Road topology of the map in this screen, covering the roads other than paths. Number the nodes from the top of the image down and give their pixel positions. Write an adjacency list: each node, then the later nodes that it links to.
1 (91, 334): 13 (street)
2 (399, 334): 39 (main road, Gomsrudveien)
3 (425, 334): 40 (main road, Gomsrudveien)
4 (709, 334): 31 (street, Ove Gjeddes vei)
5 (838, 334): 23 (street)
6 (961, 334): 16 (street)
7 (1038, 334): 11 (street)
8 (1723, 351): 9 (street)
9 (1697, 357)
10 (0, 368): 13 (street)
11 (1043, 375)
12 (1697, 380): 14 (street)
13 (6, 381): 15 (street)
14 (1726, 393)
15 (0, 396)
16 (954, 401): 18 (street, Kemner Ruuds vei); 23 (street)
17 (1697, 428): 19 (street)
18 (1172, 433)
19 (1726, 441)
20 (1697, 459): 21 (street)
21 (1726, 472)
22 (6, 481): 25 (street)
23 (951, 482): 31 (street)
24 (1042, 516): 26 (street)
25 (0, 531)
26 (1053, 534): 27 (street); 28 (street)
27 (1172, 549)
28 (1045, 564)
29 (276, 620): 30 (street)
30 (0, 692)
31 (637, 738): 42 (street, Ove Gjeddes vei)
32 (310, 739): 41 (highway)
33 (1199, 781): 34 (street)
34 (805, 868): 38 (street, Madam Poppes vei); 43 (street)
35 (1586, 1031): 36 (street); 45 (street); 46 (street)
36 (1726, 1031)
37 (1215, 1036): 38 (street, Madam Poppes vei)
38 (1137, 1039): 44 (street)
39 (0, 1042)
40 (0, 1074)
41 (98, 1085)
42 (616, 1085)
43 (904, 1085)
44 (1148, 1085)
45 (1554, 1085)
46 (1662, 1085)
###
Print every entry from the material exactly.

Road topology of the map in this screen, covering the roads other than paths. Number the nodes from the top of the image down and give their pixel positions. Write an adjacency list: each node, then the later nodes that it links to.
1 (91, 334): 13 (street)
2 (399, 334): 39 (main road, Gomsrudveien)
3 (425, 334): 40 (main road, Gomsrudveien)
4 (709, 334): 31 (street, Ove Gjeddes vei)
5 (838, 334): 23 (street)
6 (961, 334): 16 (street)
7 (1038, 334): 11 (street)
8 (1723, 351): 9 (street)
9 (1697, 357)
10 (0, 368): 13 (street)
11 (1043, 375)
12 (1697, 380): 14 (street)
13 (6, 381): 15 (street)
14 (1726, 393)
15 (0, 396)
16 (954, 401): 18 (street, Kemner Ruuds vei); 23 (street)
17 (1697, 428): 19 (street)
18 (1172, 433)
19 (1726, 441)
20 (1697, 459): 21 (street)
21 (1726, 472)
22 (6, 481): 25 (street)
23 (951, 482): 31 (street)
24 (1042, 516): 26 (street)
25 (0, 531)
26 (1053, 534): 27 (street); 28 (street)
27 (1172, 549)
28 (1045, 564)
29 (276, 620): 30 (street)
30 (0, 692)
31 (637, 738): 42 (street, Ove Gjeddes vei)
32 (310, 739): 41 (highway)
33 (1199, 781): 34 (street)
34 (805, 868): 38 (street, Madam Poppes vei); 43 (street)
35 (1586, 1031): 36 (street); 45 (street); 46 (street)
36 (1726, 1031)
37 (1215, 1036): 38 (street, Madam Poppes vei)
38 (1137, 1039): 44 (street)
39 (0, 1042)
40 (0, 1074)
41 (98, 1085)
42 (616, 1085)
43 (904, 1085)
44 (1148, 1085)
45 (1554, 1085)
46 (1662, 1085)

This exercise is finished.